Ok, so there’s a lot of hullabaloo about the healthiness of legumes. Based on my internet research, the argument against legumes is that they’re starchy, and contain phytic acid, which affects your body’s ability to absorb the nutrients inside. For me, the reason for eating them is that they’re very cheap, delicious, high in fiber, contain protein, and low effort to cook. While we don’t usually eat large quantities of beans as a result of the carb and overall calorie content, sometimes it’s nice to have them! And when I was shopping at Costco earlier this week, I was hungry, so I got a 25lb bag of dried kidney beans for somewhere in the neighborhood of $18. Knowing that we have a taco night coming up with friends in a few days, I figured I’d soak and sprout some beans, and we could have those with our experimental tacos (there may be more on that at a later date).
Aren’t beans just so gorgeous! Goodness!
Anyway, here’s the recipe… get some beans, cover them with lots of water. Leave.

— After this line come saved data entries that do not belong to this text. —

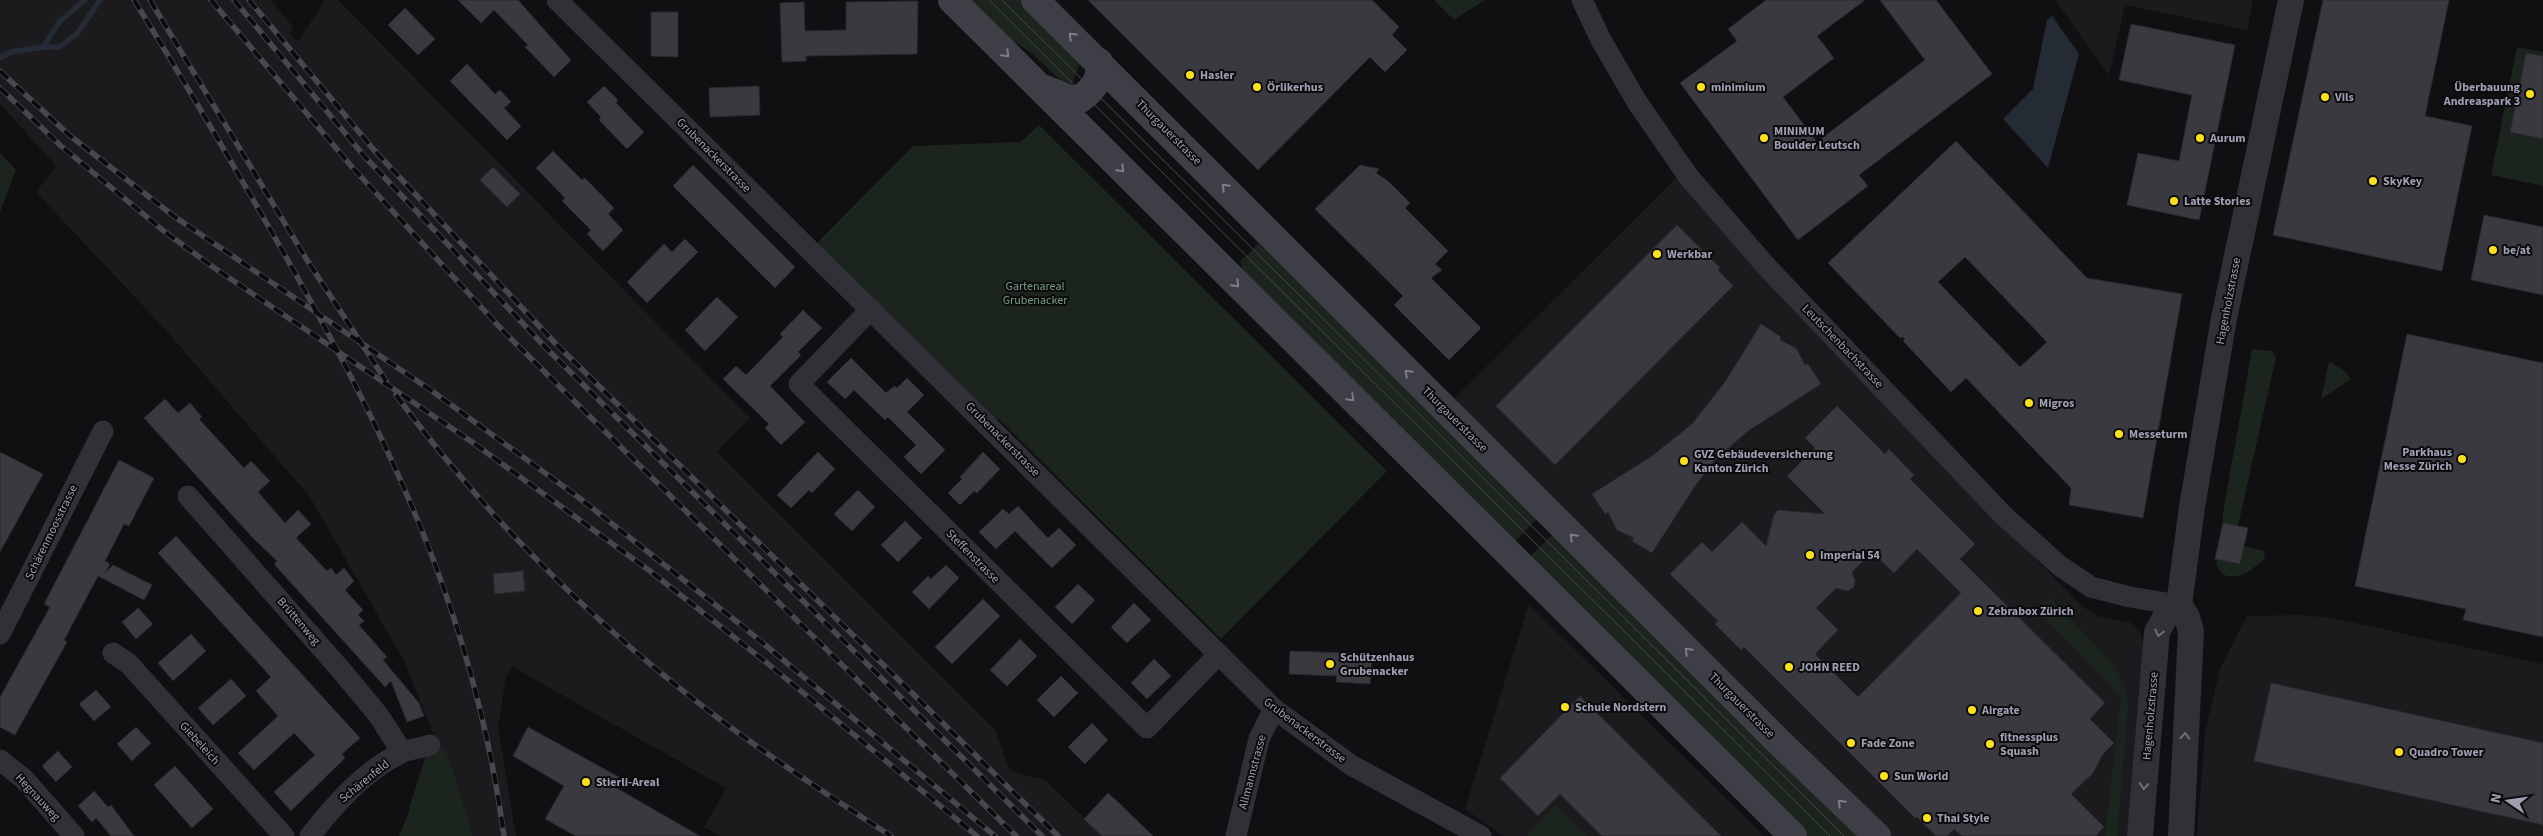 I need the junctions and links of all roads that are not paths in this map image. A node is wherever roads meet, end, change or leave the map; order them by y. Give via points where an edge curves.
1 (557, 0) edge
2 (952, 0) edge
3 (1035, 0) edge
4 (1582, 0) edge
5 (2291, 0) edge
6 (1099, 62) junction
7 (1039, 87) junction
8 (871, 309) junction
9 (103, 431) dead end
10 (188, 496) dead end
11 (2178, 605) junction
12 (0, 634) edge
13 (112, 653) dead end
14 (1219, 654) junction
15 (1274, 709) junction
16 (430, 745) dead end
17 (402, 752) junction
18 (0, 760) edge
19 (74, 836) edge
20 (284, 836) edge
21 (310, 836) edge
22 (1236, 836) edge
23 (1481, 836) edge
24 (1793, 836) edge
25 (1877, 836) edge
26 (2140, 836) edge
27 (2181, 836) edge

1 - 8 street, Grubenackerstrasse
2 -> 7 main road
6 -> 3 main road, Thurgauerstrasse
4 - 11 street, Leutschenbachstrasse via 1637,102 1688,176 1766,266 2004,516 2060,566 2091,587
5 - 11 street, Hagenholzstrasse via 2224,318
6 - 7 main road via 1096,84 1080,99 1069,99
25 -> 6 main road, Thurgauerstrasse
7 -> 24 main road
8 - 14 street, Grubenackerstrasse
8 - 14 street, Steffenstrasse via 799,384 1147,728
9 - 12 street, Schärenmoosstrasse
10 - 17 street, Brüttenweg via 341,670 379,716
11 -> 26 street, Hagenholzstrasse via 2166,616 2157,632
27 -> 11 street via 2191,631 2187,617
13 - 20 street, Giebeleich via 129,664
14 - 15 street, Grubenackerstrasse
15 - 22 street, Allmannstrasse via 1259,739
15 - 23 street, Grubenackerstrasse via 1351,765
16 - 17 street, Schärenfeld
17 - 21 street, Schärenfeld via 377,768 337,802
18 - 19 street, Hegnauweg via 24,779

Come back several hours later. For me, it was closer to 10 hours. I started soaking them when I went to work in the morning, then drained them when I came home. You basically want to rinse and drain them a couple times a day after that. For me, that’s when I get up, and when I get home from work. I’ve had beans take 3-5 days til they begin to sprout(rinsing twice daily), and some take under 24 hours. It has been warm the last few days, in the 80s, so I assume that’s why these sprouted so fast. Plus, fresher beans, faster sprouting. Costco has high turnover, so I assume the beans are fairly fresh. Who knows.
This morning, 24 hours after the soaking took place, I had sprouts forming. Based on my research, a sprouted bean has a much higher vitamin C content (a couple oz of beans a couple times a week can apparently cure scurvy, more effective than lemon juice), also you get increases in bioavailable B, C, E, and A vitamins. The enzymes that develop also help make the beans more digestible, resulting in far less gas after you eat them, and phytase breaks down the phytic acid (the one that affects your ability to absorb certain nutrients). Basically, the nutritional breakdown of the bean begins changing from a bean/seed to a plant.
Here the beans are this morning. I rinsed them and I’m gonna let them go til either tonight, or tomorrow morning, then either refrigerate to slow down the sprouting, or cook them with a small slab of ham, some onion, garlic, and celery, and turn them into some incredible beans for burrito bowls.